Establishing an Office of Food System Resilience can help on so many fronts – from organizing resources to tracking how big the problem is to utilizing a network of local growers. If we can show farmers that table crops will be put to good use here in Montgomery County, we can get those products from the farms to our dinner tables. Ultimately, I’d like to see Montgomery County Public Schools benefit from this program as well. Let’s develop something that gives students the best chance to excel in school.
I am looking forward to our work to end hunger in our community and provide increased local food resilience.
Improving Early Care and Education in Montgomery County
And I want to thank the County Council for their partnership in the establishment of our Early Care and Education Coordinating Entity – a public/private non-profit formed to support our efforts to enhance the education and care of young children.
Early Care and Education has and continues to be a high priority for me and my administration. I established the Early Care and Education Initiative early in my administration with the goal of increasing access, affordability, and sustainability in this critically important stage of life.
Through the Initiative we created over 1,200 new seats in childcare and PreK programs, recruited over 60 new providers, and increased the income eligibility for our Working Parents Assistance, giving more families access to financial support towards the care of their young children.
COVID had a devastating impact on providers who attempted to keep their doors open while enrollment decreased.

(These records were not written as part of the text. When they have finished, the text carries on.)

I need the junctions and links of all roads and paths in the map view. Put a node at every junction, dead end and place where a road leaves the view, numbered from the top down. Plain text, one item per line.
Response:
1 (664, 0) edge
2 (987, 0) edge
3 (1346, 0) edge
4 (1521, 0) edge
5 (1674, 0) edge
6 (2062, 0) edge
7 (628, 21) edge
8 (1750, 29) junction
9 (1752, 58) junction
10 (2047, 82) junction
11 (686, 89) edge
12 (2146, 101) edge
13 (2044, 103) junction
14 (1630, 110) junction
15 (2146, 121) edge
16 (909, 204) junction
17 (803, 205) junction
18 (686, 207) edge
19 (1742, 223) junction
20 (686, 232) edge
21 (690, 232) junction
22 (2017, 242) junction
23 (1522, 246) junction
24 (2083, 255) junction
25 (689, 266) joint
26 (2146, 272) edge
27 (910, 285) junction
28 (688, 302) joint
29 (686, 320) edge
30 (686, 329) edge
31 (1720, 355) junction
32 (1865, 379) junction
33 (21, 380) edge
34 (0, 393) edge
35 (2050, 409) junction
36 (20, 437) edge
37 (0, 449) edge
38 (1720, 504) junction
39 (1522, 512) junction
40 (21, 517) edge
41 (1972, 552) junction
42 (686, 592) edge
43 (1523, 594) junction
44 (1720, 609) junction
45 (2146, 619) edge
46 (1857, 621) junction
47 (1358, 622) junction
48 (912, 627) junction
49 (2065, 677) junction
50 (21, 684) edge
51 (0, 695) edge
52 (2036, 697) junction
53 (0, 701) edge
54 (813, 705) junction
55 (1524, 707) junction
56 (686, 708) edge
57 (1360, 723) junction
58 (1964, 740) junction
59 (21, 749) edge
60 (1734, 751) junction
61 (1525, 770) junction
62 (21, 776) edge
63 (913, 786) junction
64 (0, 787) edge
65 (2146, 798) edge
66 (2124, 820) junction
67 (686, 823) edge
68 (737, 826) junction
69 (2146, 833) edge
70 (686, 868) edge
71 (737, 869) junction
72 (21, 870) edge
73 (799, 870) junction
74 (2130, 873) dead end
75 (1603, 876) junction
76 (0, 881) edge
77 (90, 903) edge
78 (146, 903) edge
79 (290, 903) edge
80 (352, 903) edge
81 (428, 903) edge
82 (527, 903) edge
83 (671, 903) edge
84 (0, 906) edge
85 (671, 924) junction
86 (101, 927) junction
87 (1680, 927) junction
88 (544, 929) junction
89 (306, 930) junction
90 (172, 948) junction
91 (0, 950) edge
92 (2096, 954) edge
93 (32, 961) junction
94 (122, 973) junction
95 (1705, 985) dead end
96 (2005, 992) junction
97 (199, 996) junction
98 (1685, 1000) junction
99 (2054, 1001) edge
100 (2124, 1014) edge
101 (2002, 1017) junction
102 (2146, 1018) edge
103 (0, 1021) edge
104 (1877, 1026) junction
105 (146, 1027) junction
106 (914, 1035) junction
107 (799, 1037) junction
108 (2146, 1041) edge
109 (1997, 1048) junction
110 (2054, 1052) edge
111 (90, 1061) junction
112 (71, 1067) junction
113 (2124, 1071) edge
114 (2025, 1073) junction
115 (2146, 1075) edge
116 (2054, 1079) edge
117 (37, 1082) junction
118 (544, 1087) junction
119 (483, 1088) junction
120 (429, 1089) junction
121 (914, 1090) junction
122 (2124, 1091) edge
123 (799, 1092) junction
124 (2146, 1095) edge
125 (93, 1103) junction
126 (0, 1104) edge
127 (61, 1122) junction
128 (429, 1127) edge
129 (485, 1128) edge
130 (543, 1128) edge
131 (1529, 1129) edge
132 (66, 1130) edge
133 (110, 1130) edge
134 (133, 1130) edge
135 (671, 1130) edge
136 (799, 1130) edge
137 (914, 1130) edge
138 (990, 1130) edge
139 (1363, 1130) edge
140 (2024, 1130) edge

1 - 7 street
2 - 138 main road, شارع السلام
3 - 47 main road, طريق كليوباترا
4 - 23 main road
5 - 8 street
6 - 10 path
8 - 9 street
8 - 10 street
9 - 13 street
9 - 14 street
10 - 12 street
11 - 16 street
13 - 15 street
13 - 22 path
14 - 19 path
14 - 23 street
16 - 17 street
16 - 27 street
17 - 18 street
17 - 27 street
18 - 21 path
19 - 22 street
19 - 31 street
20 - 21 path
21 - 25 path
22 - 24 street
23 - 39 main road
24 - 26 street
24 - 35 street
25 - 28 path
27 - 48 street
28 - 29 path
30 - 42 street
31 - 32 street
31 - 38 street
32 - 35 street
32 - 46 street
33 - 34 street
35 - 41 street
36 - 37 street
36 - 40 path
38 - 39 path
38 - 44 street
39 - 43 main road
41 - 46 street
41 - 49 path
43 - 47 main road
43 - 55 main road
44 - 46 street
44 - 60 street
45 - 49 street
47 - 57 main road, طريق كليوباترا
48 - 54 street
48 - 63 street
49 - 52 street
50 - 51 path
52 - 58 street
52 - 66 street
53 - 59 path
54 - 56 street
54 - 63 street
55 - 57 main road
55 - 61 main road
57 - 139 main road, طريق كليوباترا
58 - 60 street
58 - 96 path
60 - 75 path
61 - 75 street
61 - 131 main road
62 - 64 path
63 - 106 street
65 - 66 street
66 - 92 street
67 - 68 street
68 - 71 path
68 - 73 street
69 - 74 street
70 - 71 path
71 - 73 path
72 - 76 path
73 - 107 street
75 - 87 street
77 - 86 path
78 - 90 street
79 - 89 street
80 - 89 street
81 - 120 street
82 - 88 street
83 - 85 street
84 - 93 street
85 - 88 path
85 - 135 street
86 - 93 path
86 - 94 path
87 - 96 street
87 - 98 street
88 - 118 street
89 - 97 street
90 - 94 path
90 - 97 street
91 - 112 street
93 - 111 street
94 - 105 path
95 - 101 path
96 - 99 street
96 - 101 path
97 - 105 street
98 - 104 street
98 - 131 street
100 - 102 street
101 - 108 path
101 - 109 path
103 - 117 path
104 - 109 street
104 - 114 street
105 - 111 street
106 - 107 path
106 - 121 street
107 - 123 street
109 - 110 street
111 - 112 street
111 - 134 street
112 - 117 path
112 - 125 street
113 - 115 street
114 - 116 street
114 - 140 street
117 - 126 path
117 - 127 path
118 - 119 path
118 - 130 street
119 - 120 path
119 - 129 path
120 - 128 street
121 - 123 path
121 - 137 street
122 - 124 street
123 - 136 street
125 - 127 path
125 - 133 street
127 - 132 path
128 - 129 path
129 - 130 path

Parents struggled as well — torn between the health & safety of their families and their work responsibilities. Throughout the pandemic my administration responded by providing over $10 million to help families meet their financial responsibilities and PPE supplies for those able to continue services.
My FY23 budget includes $20 million towards these efforts. Families need safe and high-quality learning environments for their children while parents are at work.
This entity I hope will also play a critical role in lifting the voices of parents to ensure that the care and education of our youngest residents remain a foremost priority.
Novavax clears another hurdle
In Gaithersburg, the biotechnology company Novavax has just been granted Emergency Use Authorization for its protein-based COVID-19 vaccine for adults.
The decision from the FDA gives those seeking a vaccine a fourth option in the U.S. According to company leaders, the development of this vaccine fills a critical need in the country to offer another option for those who remain unvaccinated and at an elevated risk of suffering serious or deadly consequences from COVID. We congratulate Novavax.
Stay safe from the storms this summer
Finally, several severe storms created damage to homes this week in many neighborhoods, especially Olney. With climate change, we are seeing more violent and destructive weather month after month.
I encourage you to sign up for County weather and emergency alerts. The Alert Montgomery System provides accurate and immediate emergency notifications from Montgomery County to your cell, work, or home phones via text, email, or voice message.
Every second counts when dealing with weather emergencies. Please visit our website or search Alert Montgomery to sign up.
As always, my appreciation for all of you.
P.S. If you haven’t voted yet, be sure to vote on Tuesday, July 19 – if you don’t know your polling location, you can look it up at https://voterservices.elections.maryland.gov/votersearch.
Also, if you requested a mail-in ballot and have not yet received it, you can go to your regular voting location on Tuesday, explain that you did not receive your mail-in ballot and vote in person using a provisional ballot. You could also go to the Board of Elections and explain that you did not receive your mail-in ballot and they will help you there.